Milan capitale de la mode et du design


Ma première vision de Milan, c’était en décembre 1970 à la faveur d’un changement de train pour Florence en pleine nuit : que des boulevards courbes et déserts, faiblement éclairés, avec les volets roulants des commerces abaissés et des rails de tramway. J’ai oublié de dire que j’étais encadré par deux très jolies filles. Au petit matin, un homme de quelque importance a pris place en face de nous dans le compartiment, tout frais, parfumé et bien peigné, une pochette brodée sur la poitrine. Il a éternué subitement et a dû ramasser sa pauvre pochette en s’écriant : Accidenti ! Notre journée italienne commençait.

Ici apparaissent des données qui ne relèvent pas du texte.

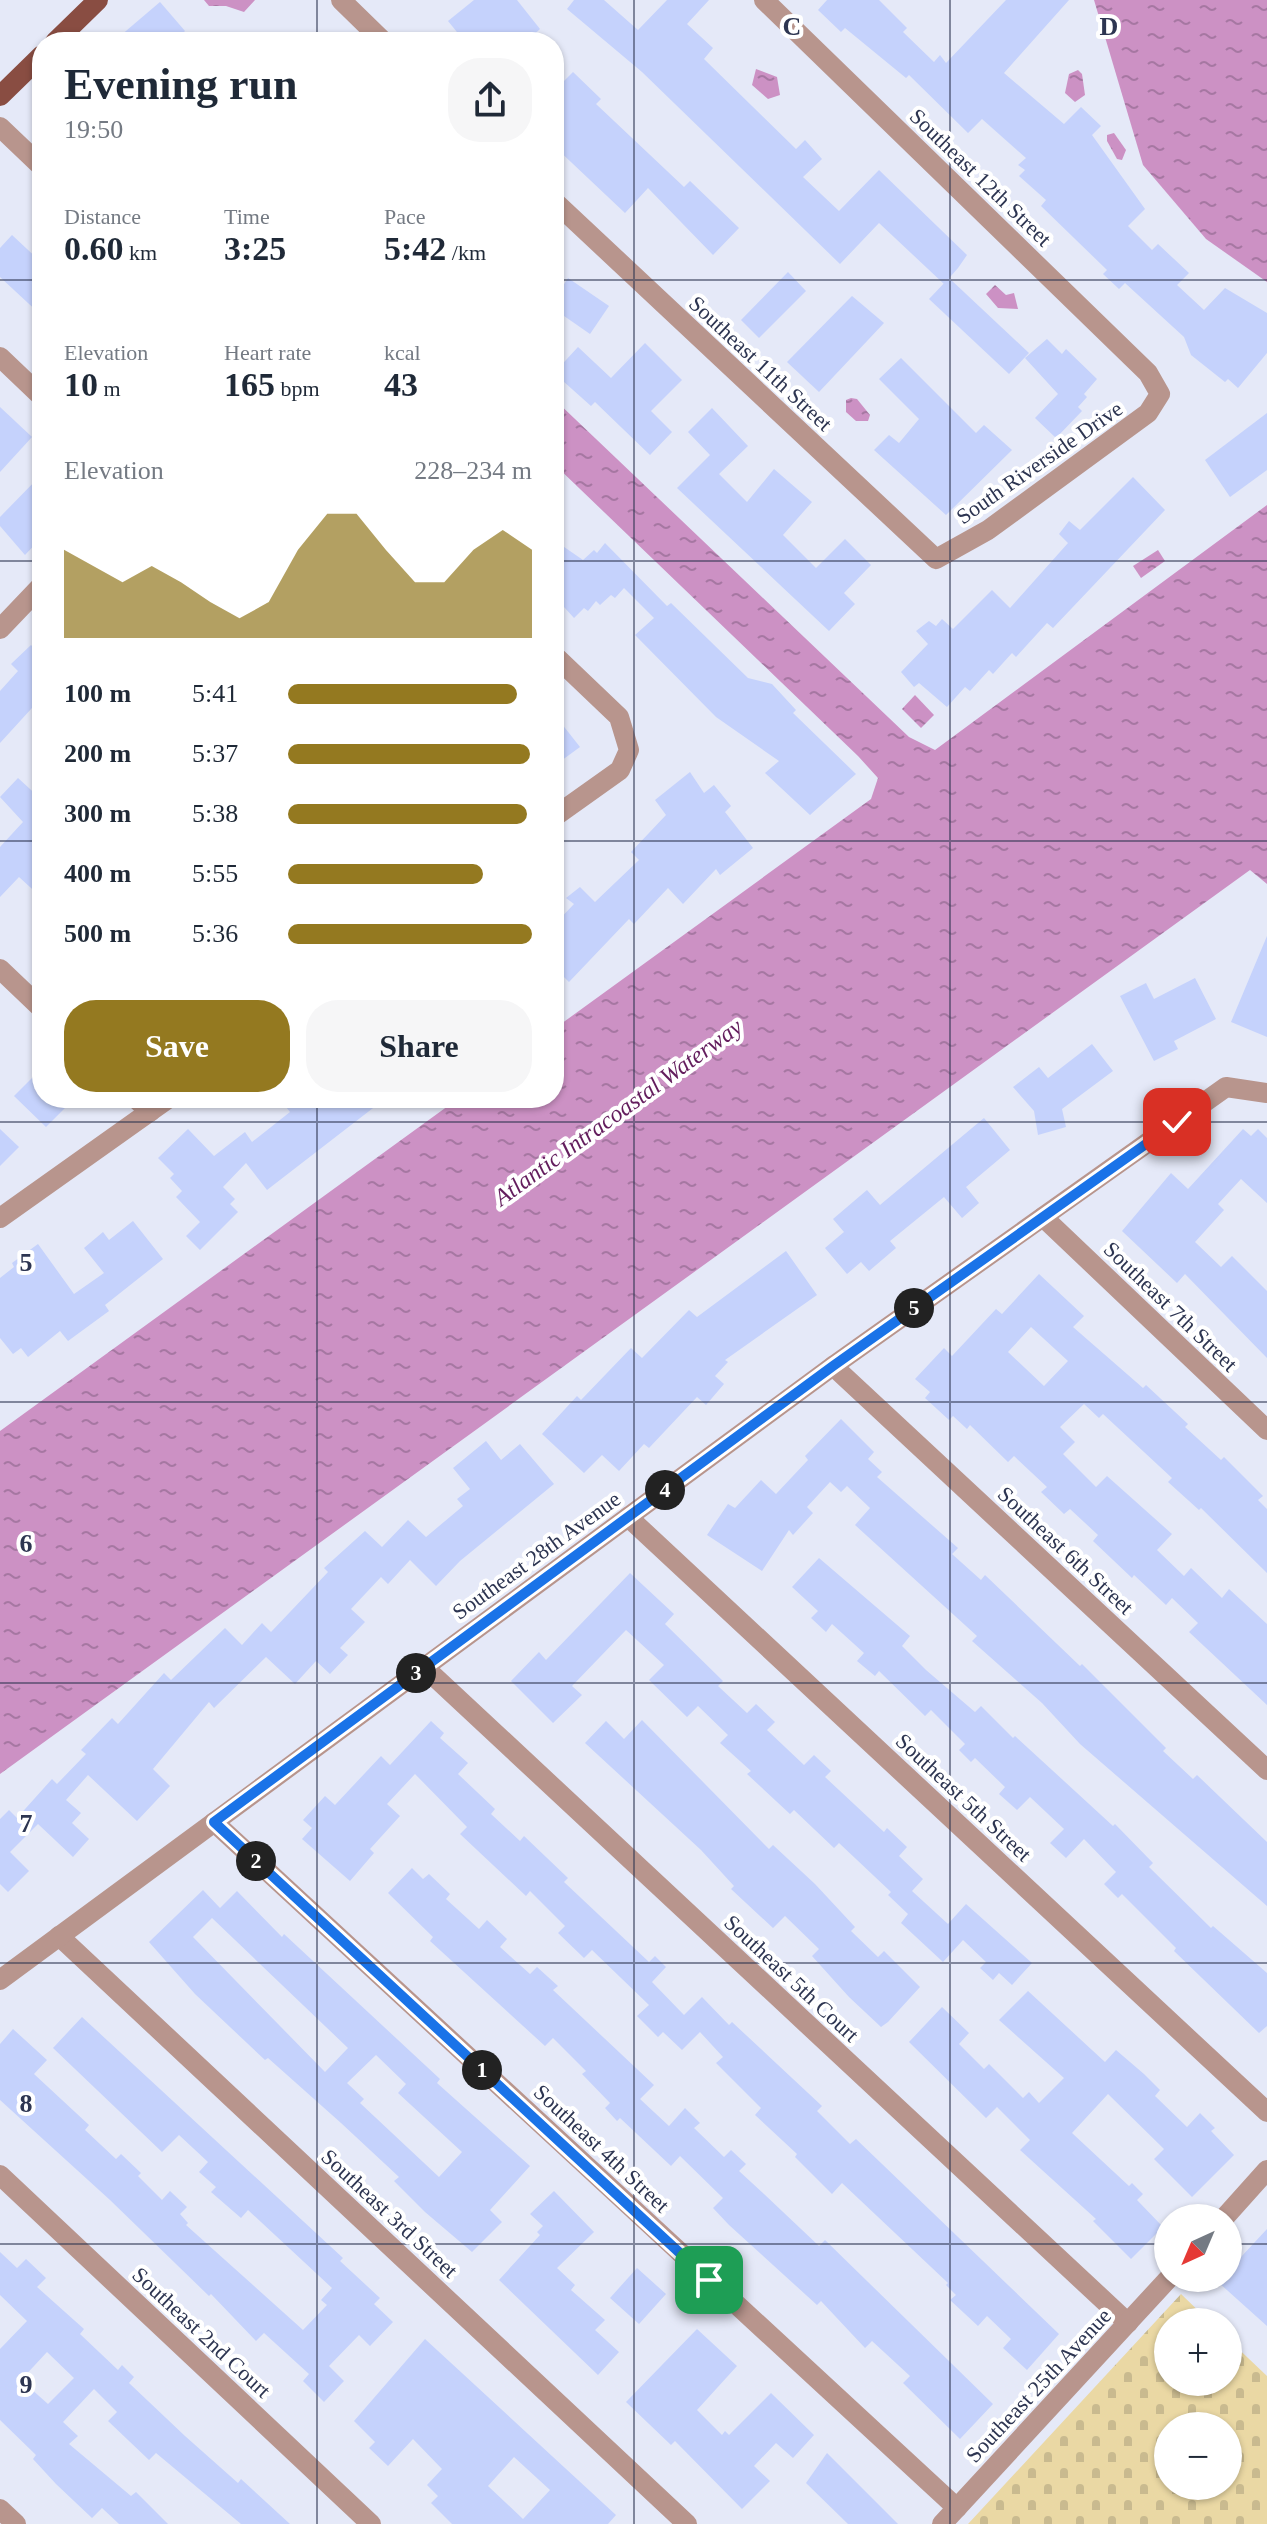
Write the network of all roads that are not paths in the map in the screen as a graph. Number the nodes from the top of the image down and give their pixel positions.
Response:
1 (98, 0) edge
2 (341, 0) edge
3 (764, 0) edge
4 (65, 32) edge
5 (374, 32) edge
6 (32, 65) edge
7 (0, 96) edge
8 (0, 127) edge
9 (32, 157) edge
10 (564, 210) edge
11 (0, 357) edge
12 (32, 387) edge
13 (1160, 394) joint
14 (936, 559) joint
15 (32, 595) edge
16 (0, 629) edge
17 (564, 665) edge
18 (564, 810) edge
19 (0, 969) edge
20 (32, 999) edge
21 (1267, 1093) edge
22 (138, 1108) edge
23 (1043, 1217) junction
24 (0, 1218) edge
25 (833, 1366) junction
26 (1267, 1430) edge
27 (628, 1517) junction
28 (424, 1667) junction
29 (1267, 1770) edge
30 (214, 1822) junction
31 (59, 1936) junction
32 (0, 1980) edge
33 (1267, 2112) edge
34 (1267, 2170) edge
35 (0, 2175) edge
36 (1237, 2204) edge
37 (1156, 2292) edge
38 (1128, 2323) junction
39 (957, 2508) junction
40 (0, 2509) edge
41 (16, 2524) edge
42 (371, 2524) edge
43 (687, 2524) edge
44 (942, 2524) edge

1 - 4 main road
2 - 5 street
3 - 13 street, Southeast 12th Street
6 - 7 main road
8 - 9 street
10 - 14 street, Southeast 11th Street
11 - 12 street
13 - 14 street, South Riverside Drive
15 - 16 street
17 - 18 street
19 - 20 street
21 - 23 street, Southeast 28th Avenue
22 - 24 street
23 - 25 street, Southeast 28th Avenue
23 - 26 street, Southeast 7th Street
25 - 27 street, Southeast 28th Avenue
25 - 29 street, Southeast 6th Street
27 - 28 street, Southeast 28th Avenue
27 - 33 street, Southeast 5th Street
28 - 30 street, Southeast 28th Avenue
28 - 38 street, Southeast 5th Court
30 - 31 street, Southeast 28th Avenue
30 - 39 street, Southeast 4th Street
31 - 32 street, Southeast 28th Avenue
31 - 43 street, Southeast 3rd Street
34 - 36 street
35 - 42 street, Southeast 2nd Court
37 - 38 street, Southeast 25th Avenue
38 - 39 street, Southeast 25th Avenue
39 - 44 street, Southeast 25th Avenue
40 - 41 street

La ville de Milan est à mon sens à l'inverse de son Duomo, cette bijouterie gothique rutilante : austère et dépourvue de l'ostentation baroque du sud. C’est pourtant la capitale mondiale de la mode et du design. J’ai eu deux émotions esthétiques qui ne doivent rien à l’art contemporain, tout en étant absolument contemporaines. Nous avons admiré de nuit les vitrines de la via Montenapoleone, de la via della Spiga, de la via Santo Spiritu, etc. Excellence des grandes marques de couture. En matière de design, le showroom de Boffi que nous avions tant admiré la dernière fois a été complètement éclipsé par son vis-à-vis, Salvatori, qui fait des salles de bain en marbre gris ou brun dont la surface a été travaillée, striée, martelée de cent façons. Mode ou design, tout est admirable, les matières, les formes, la présentation, les éclairages.

J'ose dire qu'il y a deux sortes d'artistes aujourd'hui, qui se tournent le dos : les créateurs de mode et de design qui ont la beauté comme but et les créateurs d'art contemporain, obsédés par le trash. Les deux, d'ailleurs, sont un business.

Faut-il condamner le luxe si on a, ce qui est la moindre des choses, une fibre sociale ? Rousseau le faisait déjà contre Voltaire. Bourdieu soutient que le goût est arbitraire et n’y voit qu’un moyen de classement, d’appartenance à un milieu social, une poursuite sans fin de la distinction. Aucune hiérarchie légitime donc. Il y a terriblement de vérité dans sa description mais pas que. À parcourir les rues qui rayonnent devant la Scala, on est obligé de se dire qu'il existe une excellence du style et une barbarie de Bourdieu à y être aveugle. C’est comme si on niait l’excellence de la cuisine française, marocaine ou chinoise sous prétexte que seuls les riches en profitent.

Qu’est-ce que la beauté, demandait un jour Socrate ? Une belle jeune fille, lui répondait, tout feu tout flamme, un jeune homme non initié à la pensée conceptuelle. Je partage son avis, si on prend en compte qu’une belle jeune fille est le chef d’œuvre de l’évolution du vivant. J’ose affirmer que les plus grands couturiers prolongent le geste de Dieu quand ils habillent cette belle jeune fille et que les plus grands marbriers tirent le meilleur parti de la matière inorganique quand ils revêtent de marbre pâle la salle où, dans un parfait dialogue de la chair et de la pierre, elle se déshabillera pour prendre son bain.